25. Why the secondary are ordinarily taken for real qualities, and
not for bare powers. The reason why the one are ordinarily taken for
real qualities, and the other only for bare powers, seems to be,
because the ideas we have of distinct colours, sounds, &c., containing
nothing at all in them of bulk, figure, or motion, we are not apt to
think them the effects of these primary qualities; which appear not,
to our senses, to operate in their production, and with which they
have not any apparent congruity or conceivable connexion. Hence it
is that we are so forward to imagine, that those ideas are the
resemblances of something really existing in the objects themselves:
since sensation discovers nothing of bulk, figure, or motion of
parts in their production; nor can reason show how bodies, by their
bulk, figure, and motion, should produce in the mind the ideas of blue
or yellow, &c.
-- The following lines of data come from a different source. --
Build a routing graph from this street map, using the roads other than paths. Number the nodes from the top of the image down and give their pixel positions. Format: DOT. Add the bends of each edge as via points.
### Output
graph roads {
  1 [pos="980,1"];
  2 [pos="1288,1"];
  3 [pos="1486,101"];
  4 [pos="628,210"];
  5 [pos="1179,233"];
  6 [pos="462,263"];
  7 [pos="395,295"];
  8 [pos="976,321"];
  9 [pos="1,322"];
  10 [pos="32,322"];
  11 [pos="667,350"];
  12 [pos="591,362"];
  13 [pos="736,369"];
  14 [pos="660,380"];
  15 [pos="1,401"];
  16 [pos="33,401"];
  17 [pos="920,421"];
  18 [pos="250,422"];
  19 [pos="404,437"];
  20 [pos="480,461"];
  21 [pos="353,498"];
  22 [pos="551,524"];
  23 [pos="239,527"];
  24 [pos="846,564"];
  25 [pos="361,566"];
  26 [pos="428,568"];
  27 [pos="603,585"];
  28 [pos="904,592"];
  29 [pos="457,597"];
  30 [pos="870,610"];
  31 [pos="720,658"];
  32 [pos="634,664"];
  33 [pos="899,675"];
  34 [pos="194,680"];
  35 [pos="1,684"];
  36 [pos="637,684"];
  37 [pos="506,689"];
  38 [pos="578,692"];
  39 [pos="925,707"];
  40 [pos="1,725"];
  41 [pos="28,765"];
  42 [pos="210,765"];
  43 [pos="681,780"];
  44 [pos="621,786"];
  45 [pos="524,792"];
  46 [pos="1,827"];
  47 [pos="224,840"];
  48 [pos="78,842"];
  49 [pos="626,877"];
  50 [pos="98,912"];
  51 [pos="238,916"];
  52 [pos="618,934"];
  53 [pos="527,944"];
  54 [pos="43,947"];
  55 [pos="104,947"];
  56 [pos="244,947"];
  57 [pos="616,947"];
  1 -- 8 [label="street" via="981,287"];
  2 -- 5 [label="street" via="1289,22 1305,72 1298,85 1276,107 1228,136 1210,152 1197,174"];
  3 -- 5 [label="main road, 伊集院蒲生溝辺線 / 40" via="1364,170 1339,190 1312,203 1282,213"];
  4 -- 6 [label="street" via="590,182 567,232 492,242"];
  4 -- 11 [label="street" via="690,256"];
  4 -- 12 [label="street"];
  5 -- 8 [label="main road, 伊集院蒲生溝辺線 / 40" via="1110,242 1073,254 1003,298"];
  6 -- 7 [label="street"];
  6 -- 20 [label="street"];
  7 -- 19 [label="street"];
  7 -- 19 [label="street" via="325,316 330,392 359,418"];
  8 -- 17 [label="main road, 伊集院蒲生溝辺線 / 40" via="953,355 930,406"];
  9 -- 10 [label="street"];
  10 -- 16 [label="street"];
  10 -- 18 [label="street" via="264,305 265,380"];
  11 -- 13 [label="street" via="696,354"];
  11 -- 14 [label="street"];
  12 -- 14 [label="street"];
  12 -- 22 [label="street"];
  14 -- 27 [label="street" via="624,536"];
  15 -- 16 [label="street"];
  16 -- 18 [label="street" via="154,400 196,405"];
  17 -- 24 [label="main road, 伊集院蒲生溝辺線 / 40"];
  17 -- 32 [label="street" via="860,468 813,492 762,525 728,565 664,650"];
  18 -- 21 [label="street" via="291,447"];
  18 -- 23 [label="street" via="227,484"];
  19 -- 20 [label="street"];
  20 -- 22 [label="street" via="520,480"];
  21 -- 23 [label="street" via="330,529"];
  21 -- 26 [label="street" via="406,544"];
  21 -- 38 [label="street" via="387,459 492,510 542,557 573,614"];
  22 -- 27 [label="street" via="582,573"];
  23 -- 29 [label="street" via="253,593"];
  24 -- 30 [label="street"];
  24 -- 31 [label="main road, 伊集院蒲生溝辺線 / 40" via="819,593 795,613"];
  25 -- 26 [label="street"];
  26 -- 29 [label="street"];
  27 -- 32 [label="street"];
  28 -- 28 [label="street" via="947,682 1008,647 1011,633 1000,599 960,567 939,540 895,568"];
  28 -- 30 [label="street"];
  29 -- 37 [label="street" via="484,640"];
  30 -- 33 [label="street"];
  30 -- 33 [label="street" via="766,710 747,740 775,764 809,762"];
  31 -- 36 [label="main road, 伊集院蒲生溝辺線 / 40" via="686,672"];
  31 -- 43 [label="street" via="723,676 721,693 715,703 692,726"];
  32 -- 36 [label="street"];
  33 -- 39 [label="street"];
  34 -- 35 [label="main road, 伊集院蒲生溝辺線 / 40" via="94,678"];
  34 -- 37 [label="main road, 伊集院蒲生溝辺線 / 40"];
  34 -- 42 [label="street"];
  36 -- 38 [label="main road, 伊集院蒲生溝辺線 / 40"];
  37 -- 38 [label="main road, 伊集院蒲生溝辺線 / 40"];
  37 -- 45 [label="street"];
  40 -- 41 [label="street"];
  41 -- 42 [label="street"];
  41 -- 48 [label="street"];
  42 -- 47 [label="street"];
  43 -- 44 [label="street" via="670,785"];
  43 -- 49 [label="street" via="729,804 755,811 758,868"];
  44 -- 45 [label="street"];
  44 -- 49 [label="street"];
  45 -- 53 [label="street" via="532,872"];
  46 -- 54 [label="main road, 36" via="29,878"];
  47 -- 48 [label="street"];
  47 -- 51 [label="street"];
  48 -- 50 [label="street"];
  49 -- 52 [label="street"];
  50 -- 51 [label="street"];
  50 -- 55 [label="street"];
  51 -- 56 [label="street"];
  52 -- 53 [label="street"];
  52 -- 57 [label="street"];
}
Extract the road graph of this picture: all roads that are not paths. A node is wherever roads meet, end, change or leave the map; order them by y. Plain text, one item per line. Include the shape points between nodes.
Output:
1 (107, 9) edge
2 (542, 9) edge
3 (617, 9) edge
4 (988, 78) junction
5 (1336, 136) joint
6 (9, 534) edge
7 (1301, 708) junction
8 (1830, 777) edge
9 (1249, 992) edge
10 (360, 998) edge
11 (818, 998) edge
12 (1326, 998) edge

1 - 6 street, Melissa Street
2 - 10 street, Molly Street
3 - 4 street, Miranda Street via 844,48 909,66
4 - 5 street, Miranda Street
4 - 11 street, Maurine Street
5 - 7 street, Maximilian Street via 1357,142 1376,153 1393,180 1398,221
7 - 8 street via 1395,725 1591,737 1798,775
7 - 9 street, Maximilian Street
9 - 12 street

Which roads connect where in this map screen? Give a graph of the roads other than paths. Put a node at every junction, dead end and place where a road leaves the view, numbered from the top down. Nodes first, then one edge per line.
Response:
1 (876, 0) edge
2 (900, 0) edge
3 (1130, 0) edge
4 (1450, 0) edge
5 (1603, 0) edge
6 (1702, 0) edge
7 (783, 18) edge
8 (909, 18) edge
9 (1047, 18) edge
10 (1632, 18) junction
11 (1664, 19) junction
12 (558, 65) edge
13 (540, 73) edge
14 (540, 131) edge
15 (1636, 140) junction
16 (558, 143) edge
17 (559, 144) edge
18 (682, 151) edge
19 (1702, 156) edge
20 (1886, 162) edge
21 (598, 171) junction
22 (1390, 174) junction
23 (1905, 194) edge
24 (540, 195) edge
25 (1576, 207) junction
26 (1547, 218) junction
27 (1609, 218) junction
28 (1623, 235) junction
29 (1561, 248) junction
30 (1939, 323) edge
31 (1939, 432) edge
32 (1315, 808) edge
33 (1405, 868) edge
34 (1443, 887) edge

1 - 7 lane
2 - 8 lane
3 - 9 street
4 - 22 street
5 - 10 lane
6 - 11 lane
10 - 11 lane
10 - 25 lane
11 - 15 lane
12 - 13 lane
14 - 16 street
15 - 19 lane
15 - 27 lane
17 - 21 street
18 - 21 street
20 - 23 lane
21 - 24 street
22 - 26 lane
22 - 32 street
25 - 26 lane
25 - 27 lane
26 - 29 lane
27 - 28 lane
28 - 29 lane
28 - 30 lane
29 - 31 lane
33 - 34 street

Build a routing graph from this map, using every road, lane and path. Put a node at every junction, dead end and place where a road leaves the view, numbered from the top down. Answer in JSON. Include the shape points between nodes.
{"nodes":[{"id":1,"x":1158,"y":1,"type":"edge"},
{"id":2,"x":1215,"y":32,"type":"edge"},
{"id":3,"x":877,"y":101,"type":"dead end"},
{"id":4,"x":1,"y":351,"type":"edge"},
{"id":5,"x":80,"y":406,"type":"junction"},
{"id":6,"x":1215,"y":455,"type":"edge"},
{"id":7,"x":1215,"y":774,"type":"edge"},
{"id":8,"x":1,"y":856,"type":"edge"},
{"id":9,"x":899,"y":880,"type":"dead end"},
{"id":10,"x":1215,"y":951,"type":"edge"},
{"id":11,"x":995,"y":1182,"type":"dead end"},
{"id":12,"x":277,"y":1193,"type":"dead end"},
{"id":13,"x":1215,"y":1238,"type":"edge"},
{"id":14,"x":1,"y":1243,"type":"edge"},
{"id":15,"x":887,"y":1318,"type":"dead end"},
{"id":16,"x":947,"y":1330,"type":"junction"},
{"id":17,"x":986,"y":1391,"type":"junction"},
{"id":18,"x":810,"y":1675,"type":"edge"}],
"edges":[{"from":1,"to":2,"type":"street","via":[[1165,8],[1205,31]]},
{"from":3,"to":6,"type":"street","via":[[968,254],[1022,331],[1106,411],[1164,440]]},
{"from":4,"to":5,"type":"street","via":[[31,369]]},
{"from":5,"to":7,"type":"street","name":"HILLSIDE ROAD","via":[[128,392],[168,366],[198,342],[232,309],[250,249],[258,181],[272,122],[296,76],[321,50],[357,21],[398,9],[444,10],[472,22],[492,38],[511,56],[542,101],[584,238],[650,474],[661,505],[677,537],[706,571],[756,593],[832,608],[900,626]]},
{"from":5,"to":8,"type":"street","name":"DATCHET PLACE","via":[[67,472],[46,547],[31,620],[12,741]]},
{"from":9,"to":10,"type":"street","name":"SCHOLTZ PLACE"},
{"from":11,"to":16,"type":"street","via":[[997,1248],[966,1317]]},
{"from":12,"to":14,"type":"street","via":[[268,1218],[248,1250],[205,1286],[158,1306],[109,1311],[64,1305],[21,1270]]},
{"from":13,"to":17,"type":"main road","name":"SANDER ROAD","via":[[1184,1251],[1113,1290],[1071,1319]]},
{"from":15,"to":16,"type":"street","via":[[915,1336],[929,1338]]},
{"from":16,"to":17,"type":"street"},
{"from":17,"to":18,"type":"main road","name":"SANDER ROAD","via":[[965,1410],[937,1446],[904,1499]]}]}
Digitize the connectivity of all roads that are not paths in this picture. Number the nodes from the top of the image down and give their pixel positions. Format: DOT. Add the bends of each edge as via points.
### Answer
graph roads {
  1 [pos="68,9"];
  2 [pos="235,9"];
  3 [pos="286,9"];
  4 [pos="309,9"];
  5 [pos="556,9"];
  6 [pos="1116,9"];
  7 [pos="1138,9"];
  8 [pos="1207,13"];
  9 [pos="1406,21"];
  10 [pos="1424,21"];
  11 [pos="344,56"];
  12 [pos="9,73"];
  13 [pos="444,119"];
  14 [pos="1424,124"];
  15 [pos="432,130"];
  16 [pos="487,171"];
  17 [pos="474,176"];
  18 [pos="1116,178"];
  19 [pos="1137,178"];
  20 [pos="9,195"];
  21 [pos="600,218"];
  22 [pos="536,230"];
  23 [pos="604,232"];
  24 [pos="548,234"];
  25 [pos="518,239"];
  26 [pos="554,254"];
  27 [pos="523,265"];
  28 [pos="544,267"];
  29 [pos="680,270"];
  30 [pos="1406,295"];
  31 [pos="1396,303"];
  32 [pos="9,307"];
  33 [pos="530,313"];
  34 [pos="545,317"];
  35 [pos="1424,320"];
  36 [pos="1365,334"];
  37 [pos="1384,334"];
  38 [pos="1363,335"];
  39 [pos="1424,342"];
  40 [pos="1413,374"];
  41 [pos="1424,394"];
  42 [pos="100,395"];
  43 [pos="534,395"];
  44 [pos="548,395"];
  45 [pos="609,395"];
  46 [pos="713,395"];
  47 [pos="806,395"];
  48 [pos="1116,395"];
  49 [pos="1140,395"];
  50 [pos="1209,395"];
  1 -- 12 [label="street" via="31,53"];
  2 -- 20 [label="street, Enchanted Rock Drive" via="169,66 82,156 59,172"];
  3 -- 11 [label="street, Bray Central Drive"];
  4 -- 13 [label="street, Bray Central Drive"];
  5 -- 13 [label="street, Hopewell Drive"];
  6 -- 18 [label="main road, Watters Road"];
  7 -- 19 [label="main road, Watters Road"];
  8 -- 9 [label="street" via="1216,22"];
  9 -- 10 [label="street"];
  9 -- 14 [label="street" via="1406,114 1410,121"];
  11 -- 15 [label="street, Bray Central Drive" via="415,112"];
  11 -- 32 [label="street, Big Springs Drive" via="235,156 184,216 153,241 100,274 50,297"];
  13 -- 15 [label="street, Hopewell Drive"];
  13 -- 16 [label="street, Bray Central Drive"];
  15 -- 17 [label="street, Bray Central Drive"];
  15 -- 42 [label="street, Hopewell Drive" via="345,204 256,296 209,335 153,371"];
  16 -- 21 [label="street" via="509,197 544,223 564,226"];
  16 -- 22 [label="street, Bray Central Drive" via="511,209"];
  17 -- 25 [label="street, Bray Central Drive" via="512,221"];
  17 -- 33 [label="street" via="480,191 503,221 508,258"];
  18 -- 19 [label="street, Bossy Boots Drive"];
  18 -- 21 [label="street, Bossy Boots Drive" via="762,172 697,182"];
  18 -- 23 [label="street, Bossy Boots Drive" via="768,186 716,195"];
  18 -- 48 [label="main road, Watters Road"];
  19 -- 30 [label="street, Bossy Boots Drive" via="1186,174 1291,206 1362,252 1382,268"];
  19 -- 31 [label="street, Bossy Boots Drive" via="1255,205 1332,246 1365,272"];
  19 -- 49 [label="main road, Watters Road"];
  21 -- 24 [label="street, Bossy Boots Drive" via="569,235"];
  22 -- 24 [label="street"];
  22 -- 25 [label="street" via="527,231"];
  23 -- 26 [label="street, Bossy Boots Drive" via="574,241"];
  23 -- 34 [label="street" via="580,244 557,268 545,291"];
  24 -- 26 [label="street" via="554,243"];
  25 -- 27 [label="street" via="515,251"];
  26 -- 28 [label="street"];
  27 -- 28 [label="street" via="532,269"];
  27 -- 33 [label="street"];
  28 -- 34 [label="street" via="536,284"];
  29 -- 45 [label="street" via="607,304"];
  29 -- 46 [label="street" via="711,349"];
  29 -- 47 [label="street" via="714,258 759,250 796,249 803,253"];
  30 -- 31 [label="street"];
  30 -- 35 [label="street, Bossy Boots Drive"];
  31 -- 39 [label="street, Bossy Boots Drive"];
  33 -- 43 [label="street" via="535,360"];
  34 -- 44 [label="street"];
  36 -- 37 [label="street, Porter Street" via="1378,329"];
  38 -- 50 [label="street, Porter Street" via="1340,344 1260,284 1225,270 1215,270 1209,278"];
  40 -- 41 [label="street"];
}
But, in the other case, in the operations of bodies
changing the qualities one of another, we plainly discover that the
quality produced hath commonly no resemblance with anything in the
thing producing it; wherefore we look on it as a bare effect of power.
For, through receiving the idea of heat or light from the sun, we
are apt to think it is a perception and resemblance of such a
quality in the sun; yet when we see wax, or a fair face, receive
change of colour from the sun, we cannot imagine that to be the
reception or resemblance of anything in the sun, because we find not
those different colours in the sun itself.